I used to enjoy listening to Rush, and, the majority of the time, I even found myself agreeing with him, but I stopped listening when he started to become a pompous windbag. The Hurricane Harry of political pundits, if you will.
But, I admit, I was curious about what set him off concerning this whole Sandra Fluke brouhaha. Sandra Fluke is a Georgetown Law student and self-described Reproductive Rights Activist. Georgetown, for those unfamiliar with this hallowed hall of education, is a catholic university. By catholic, I mean that you can commit any sin and be forgiven instantaneously with a quickly prayed Act of Contrition. Miss Fluke was invited to speak before a congressional committee determining whether Simon Cowell made the right choice firing Paula Abdul from The X-Factor.
Mr. Limbo, after listening to her testimony for, oh, about ten seconds, called Miss Fluke a "slut" on his nationally syndicated radio program. He also said that she was looking for the American taxpayer to pay for her sex life, thus making her a prostitute, and that in the future she should at least have the decency to release any future sex videos to the public in general, and to Rush Limbo in particular. I've seen Miss Fluke. I don't think she should be releasing any sex videos.
Another radio personality, the always pleasant Don Imus, crawled out of the primordial ooze he calls his studio, carefully secured "his precious," and said that if he were Rush Limbo's boss he would fire him. Having said what he wanted to say to draw up some quick publicity for his failing radio program, he then slithered back into the dark muck to chuckle at the phrase "nappy-headed ho's."
The Reverends Jesse Jackson and Al Sharpton came close to making a comment, but decided against it once they learned that Miss Fluke was not, in fact, African-American, and there was no way for them to "make a quick buck from whitey."
So I requested a copy of the transcript of her testimony to Congress under the Freedom of Entitlements Act, and what you're about to read is an paraphrased version of it. It begins...
"Thank you, senators, for inviting me to speak on this important issue of free sex, and, by free sex, I'm not talking about the perks or favors you senators and congressmen receive from various lobbyists and interns. What I am talking about is a woman's right to free contraception. That, and an occassional good hair day as guaranteed to me by the Constitution. Have you seen the price of hair care products, these days? Of course you haven't. You're men.

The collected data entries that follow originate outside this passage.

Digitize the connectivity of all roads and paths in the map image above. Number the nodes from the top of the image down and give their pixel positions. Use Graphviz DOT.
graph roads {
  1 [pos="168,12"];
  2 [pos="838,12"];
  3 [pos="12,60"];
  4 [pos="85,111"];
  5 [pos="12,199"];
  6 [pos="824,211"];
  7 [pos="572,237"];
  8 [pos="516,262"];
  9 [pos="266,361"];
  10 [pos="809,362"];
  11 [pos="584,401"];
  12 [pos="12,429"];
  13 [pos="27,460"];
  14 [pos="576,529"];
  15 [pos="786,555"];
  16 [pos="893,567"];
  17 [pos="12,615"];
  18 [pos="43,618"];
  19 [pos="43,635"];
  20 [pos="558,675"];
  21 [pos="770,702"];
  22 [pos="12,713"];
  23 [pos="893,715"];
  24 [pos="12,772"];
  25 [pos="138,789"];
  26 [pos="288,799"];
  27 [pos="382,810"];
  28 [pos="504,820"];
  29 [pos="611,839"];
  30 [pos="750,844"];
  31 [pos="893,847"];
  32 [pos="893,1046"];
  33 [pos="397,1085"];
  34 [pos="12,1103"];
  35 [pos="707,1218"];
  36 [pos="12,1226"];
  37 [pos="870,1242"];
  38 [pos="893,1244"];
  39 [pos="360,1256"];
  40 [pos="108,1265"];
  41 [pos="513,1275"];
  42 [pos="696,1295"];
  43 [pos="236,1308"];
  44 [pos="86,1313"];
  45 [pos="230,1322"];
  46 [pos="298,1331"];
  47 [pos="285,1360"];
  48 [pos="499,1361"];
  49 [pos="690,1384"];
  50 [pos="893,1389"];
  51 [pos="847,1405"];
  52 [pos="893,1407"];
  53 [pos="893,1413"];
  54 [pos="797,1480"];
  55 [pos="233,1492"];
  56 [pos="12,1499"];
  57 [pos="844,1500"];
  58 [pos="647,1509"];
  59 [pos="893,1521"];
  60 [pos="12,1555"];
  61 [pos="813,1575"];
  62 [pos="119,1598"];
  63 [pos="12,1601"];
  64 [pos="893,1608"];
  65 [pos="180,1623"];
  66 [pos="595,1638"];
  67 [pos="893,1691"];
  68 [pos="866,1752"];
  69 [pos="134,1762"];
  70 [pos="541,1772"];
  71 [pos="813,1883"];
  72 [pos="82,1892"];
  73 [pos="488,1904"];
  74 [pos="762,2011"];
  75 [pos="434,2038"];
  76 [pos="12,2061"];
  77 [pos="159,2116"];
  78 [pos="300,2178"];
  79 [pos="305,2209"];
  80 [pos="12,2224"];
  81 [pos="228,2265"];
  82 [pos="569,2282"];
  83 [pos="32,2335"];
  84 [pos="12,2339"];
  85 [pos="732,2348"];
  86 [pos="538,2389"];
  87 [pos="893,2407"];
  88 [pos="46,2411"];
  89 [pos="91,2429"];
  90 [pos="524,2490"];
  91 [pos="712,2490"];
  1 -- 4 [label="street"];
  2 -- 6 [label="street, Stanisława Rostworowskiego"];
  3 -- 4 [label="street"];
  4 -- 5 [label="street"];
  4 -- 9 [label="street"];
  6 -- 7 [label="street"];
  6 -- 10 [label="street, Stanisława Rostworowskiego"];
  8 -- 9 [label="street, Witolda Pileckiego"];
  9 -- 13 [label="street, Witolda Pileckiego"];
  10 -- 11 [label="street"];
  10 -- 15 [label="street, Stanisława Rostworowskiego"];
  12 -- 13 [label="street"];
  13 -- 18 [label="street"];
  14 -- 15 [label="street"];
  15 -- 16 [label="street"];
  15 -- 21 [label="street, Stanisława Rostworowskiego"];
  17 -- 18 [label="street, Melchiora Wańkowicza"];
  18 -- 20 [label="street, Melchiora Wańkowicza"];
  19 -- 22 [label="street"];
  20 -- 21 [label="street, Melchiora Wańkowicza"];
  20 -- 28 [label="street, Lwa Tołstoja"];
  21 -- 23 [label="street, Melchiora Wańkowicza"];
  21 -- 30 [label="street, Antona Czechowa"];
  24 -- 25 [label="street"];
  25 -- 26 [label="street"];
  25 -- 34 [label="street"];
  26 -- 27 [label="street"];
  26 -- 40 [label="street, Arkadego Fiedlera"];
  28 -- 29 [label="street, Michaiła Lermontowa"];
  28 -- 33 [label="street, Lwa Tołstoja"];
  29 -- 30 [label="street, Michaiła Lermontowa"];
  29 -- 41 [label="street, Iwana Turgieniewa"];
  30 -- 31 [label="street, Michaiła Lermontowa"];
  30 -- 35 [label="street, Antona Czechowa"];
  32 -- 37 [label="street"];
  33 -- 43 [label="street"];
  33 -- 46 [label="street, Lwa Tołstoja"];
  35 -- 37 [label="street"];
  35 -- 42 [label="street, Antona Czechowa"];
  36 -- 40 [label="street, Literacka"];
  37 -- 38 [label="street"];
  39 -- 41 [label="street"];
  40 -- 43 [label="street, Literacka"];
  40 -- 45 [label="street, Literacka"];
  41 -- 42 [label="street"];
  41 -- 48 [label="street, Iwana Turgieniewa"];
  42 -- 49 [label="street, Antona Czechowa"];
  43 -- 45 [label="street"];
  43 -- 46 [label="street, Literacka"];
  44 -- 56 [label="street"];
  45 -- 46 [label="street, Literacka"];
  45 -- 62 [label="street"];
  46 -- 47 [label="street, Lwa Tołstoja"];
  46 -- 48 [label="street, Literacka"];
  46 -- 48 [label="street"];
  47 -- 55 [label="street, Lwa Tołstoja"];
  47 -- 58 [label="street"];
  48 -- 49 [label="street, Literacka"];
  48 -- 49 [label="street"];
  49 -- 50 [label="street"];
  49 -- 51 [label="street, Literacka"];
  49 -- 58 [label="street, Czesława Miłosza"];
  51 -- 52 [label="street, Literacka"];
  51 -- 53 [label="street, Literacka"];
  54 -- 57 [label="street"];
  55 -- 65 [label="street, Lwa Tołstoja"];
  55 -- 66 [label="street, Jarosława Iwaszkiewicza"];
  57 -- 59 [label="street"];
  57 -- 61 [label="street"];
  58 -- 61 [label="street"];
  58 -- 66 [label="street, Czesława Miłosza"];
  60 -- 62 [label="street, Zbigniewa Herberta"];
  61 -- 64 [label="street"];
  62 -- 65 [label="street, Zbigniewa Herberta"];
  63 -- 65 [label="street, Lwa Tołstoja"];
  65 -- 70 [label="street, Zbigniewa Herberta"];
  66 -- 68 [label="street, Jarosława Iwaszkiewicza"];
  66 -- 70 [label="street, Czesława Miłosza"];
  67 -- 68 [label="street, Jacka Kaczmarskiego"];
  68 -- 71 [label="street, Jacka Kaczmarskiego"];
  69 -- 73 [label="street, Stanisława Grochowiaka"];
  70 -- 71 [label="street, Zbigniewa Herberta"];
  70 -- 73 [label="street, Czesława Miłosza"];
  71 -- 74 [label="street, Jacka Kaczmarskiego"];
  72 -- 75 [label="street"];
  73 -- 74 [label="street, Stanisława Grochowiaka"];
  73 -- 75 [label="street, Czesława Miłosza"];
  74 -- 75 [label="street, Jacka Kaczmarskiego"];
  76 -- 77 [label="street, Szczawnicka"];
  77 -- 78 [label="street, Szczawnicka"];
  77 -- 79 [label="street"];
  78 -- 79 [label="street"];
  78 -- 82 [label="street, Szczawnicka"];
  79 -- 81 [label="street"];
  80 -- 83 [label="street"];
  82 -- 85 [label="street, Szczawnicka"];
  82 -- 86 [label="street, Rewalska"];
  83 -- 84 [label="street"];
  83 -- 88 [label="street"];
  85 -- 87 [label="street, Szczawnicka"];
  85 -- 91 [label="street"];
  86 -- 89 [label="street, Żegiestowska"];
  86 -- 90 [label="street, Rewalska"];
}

"Since the time of Eve, who lead her bio-partner down the path of sin and sacrifice, men have always paid what they've had to pay for 'a bite of the apple,' so to speak. For an opportunity to 'fari vagnari a pizzu,' as a youthful Vito Corleone was told by the neighborhood mafioso Don Fannucci. 'A bit of the old in-out, in-out,' droogie Alex might have put it.
"We, as Americans in general, and as women in particular, are guaranteed life, liberty, and the pursuit of a pregnancy-free one-night stand. The question, as I see it, is this: Quien paga? Who pays? If I had to pay for my own birth control, how would I be able to afford my new iPhone? Do you know what it costs for a new iPhone, plus all the accompanying charges and fees? Of course you don't. You work for the government.
"As I look at you here today in this historic chamber, I see nothing but men before me, much like that one party I was invited to by a Georgetown fraternity. You tell me: Quien benefito? Who benefits? The woman, who can have her child, and then leave it for her parents to raise and support, or you men, who will be absolved of any and all child support you would otherwise have to pay? I think it's clear. Men, as always, would benefit most from a woman being on birth control. I mean, you don't actually think we enjoy sex, do you? No, no, no... we indulge your patheltic attempts at pleasing us only as a way to get the things we want, and what we want is free contraception. And, I implore you, it has to be free, because, otherwise, how could I afford my morning double-cappucino at Starbucks? Extra-foam does not come cheap.
"Come to think of it, energy and quality-of-life enhancers such as Starbucks and Red Bull should also be paid for by the U.S. government, because it improves my mood and starts me off to a productive day. And, if you'll indulge me for a moment, senators, I also believe that women have a God-given right to free manicures, pedicures, make-up, full body massages, and abortions. Did I mention shoes? I meant to mention shoes. Shoes.
All this should be available to us free of charge, because 1) we are women, and 2) how else would I be able to afford Spring Break in the Hawaiian Islands?
"Do you have any idea how much a decent purse costs these days? Or the accompanying jewelry and accessories? Of course you don't, you're rich. You come into politics poor, and you leave millionaires. I've done the math.
"Finally, your highnesses, I know that free birth control will raise everybody's insurance premiums... but that's a small price to pay for my happiness.
"Thank you, gentlemen, and who's going to validate my parking?"